If several dataset were run, why not adding a general “save”’ button to save them all with a generic name ?

At last did you think of sharing a dataset link ? I mean there is one dataset interesting in one folder and you want to share the place to someone. Why not provide a kind of link to get directly to it.

That’s only suggestions, the global look seems great !

dgudkov · December 22, 2021, 10:51pm

It will be possible to see parameter values. The "Bring up" button will open a dialog with more details about the running task.

Each user of an AD space will only see his/her own items running. If two people retrieve the same item it will be executed independently twice. Later, we will add caching to avoid re-computing datasets when possible.

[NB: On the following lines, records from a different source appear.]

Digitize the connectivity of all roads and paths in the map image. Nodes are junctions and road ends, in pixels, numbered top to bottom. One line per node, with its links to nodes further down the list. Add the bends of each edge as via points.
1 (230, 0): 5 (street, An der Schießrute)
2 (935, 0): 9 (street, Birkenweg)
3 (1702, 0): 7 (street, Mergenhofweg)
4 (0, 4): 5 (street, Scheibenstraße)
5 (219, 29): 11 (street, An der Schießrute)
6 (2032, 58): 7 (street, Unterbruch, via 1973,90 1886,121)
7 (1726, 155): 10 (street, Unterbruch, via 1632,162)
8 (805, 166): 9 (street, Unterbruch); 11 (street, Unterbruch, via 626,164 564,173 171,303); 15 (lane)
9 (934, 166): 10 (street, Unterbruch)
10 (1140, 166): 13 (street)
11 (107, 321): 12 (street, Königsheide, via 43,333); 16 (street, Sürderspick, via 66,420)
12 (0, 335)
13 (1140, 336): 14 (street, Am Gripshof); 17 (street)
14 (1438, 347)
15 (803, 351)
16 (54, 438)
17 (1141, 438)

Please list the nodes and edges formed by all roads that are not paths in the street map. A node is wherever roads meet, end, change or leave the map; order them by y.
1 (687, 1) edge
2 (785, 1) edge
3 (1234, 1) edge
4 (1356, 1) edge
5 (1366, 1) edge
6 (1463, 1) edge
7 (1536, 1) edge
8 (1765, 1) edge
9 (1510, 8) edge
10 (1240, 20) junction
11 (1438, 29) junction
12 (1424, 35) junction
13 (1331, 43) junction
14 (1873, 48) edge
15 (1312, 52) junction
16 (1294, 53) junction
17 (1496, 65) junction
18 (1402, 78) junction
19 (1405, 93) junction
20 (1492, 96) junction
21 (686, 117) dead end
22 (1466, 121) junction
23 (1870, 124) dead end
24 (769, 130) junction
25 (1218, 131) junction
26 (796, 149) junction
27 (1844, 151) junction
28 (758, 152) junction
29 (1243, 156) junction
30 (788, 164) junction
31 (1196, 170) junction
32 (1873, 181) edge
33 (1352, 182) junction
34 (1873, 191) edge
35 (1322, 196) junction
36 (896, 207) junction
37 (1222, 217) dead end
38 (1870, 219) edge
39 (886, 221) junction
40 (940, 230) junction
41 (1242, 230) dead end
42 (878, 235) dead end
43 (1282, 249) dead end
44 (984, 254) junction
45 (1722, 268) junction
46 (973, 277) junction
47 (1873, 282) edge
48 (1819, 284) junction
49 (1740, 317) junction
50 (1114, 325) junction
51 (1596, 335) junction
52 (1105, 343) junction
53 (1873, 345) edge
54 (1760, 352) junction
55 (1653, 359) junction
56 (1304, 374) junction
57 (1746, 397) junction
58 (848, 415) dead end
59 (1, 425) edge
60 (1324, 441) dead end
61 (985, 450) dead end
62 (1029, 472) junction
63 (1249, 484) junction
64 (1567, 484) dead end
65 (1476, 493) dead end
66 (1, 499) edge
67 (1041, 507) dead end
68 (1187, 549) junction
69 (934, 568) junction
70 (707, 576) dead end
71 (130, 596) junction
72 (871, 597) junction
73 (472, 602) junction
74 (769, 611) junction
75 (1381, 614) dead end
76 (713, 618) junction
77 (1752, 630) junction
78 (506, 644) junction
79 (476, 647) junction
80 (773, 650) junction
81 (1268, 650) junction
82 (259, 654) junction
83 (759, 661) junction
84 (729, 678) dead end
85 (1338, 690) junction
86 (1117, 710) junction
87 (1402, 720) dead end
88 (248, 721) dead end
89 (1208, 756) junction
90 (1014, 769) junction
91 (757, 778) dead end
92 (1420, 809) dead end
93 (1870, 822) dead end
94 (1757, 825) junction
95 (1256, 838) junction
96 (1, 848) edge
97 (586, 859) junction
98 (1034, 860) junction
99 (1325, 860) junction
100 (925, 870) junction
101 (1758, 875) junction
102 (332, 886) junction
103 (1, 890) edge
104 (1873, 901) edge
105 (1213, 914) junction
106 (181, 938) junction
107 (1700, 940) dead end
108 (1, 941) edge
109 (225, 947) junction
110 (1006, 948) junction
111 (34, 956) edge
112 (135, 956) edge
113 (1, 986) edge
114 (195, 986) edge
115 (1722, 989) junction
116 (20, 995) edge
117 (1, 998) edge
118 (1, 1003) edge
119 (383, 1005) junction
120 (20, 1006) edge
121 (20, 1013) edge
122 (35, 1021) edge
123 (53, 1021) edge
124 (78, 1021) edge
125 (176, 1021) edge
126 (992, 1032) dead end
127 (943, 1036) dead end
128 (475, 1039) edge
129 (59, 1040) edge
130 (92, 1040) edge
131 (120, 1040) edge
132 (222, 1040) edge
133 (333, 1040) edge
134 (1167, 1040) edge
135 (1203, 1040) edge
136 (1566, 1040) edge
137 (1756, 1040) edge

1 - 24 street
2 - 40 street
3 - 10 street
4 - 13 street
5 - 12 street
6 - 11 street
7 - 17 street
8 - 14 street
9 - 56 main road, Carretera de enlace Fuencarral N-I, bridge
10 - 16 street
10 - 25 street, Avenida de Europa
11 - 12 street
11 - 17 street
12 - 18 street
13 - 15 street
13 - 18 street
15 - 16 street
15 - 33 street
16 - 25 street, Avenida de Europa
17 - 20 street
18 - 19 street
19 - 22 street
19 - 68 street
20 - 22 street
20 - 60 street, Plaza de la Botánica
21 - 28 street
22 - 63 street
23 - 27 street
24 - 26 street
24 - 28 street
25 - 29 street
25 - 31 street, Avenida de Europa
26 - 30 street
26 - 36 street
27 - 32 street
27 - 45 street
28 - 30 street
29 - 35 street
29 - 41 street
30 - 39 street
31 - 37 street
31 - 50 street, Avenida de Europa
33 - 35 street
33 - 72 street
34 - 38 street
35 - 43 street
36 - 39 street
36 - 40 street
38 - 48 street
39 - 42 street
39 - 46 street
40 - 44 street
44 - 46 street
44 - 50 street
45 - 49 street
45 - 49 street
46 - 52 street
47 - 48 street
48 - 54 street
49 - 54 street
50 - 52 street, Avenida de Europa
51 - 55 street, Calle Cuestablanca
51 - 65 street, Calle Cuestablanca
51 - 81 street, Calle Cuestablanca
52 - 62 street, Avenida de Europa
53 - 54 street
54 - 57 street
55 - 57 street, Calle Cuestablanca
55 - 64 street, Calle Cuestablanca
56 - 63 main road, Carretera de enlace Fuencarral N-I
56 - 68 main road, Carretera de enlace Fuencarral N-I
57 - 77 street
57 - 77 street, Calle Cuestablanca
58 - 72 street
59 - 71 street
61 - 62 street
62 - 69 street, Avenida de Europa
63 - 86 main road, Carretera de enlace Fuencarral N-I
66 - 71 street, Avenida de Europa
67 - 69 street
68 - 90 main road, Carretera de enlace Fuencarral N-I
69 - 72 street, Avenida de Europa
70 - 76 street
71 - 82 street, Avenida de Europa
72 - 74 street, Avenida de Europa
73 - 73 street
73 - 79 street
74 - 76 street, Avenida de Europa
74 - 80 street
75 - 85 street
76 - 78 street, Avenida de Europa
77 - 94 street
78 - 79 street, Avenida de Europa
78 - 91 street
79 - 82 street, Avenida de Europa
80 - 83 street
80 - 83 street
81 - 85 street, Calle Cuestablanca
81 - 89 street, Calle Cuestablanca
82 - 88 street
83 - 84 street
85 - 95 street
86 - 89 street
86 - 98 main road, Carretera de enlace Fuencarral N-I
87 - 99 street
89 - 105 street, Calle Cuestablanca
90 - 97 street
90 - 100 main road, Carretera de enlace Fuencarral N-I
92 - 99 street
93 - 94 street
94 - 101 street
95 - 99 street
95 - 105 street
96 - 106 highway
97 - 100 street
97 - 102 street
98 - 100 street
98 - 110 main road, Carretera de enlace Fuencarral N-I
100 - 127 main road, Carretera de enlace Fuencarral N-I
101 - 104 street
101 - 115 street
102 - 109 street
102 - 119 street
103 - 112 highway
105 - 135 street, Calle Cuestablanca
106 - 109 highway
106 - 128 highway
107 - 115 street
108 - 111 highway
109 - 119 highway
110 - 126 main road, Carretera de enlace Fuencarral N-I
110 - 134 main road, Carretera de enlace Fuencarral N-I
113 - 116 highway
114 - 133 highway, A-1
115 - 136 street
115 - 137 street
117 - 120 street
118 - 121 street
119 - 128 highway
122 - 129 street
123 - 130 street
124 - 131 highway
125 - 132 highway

Catalog items will be organized in a folder-like structure of directories. Each directory can have subdirectories as well as catalog items. So it's very much like folders and files.

Let us release the first version of data catalog. We will think about bells and whistles after that

Yes, we discussed that with the team and we will be able to generate a shareable link (URL) for any item. A shareable link can be opened in a browser, or pasted into the search box in Desktop.

The Data Catalog will be a powerful application with many capabilities. In the initial release, we will lay a foundation and introduce the most quintessential functionality and will keep adding more features with the following releases.

In the initial release, there will be 6 types of catalog items:

Item type	Description	Possible actions (Desktop)
Computed dataset	A dataset that is computed on the fly using a workflow	Open in the Analysis View. Save to disk as a file. Import in a workflow. Send to a sandbox in a workflow.
Static dataset	A .dset that is stored in the Server	Open in the Analysis View. Save to disk as a file. Import in a workflow. Send to a sandbox in a workflow.
Computed file	A file (e.g. PDF) that is stored in the Server and which path is computed on the fly using a workflow.	Save to the user's computer in a local folder.
Static file	A file (e.g. PDF) that is stored in the Server.	Save to the user's computer in a local folder.
Computed URL	A URL (e.g. for a Power BI report) that is computed on the fly using a workflow.	Open in a web-browser.
Static URL	A constant URL (e.g. for a Power BI report) entered manually.	Open in a web-browser.

cvo · December 23, 2021, 9:48am

Hi,

Any kind of facet based filters to select the datasets ?
or maybe keywords extraction list ? search engine ?

regards

dgudkov · December 23, 2021, 10:29am

Hi Christophe,

Not sure I understand your question. Can you elaborate?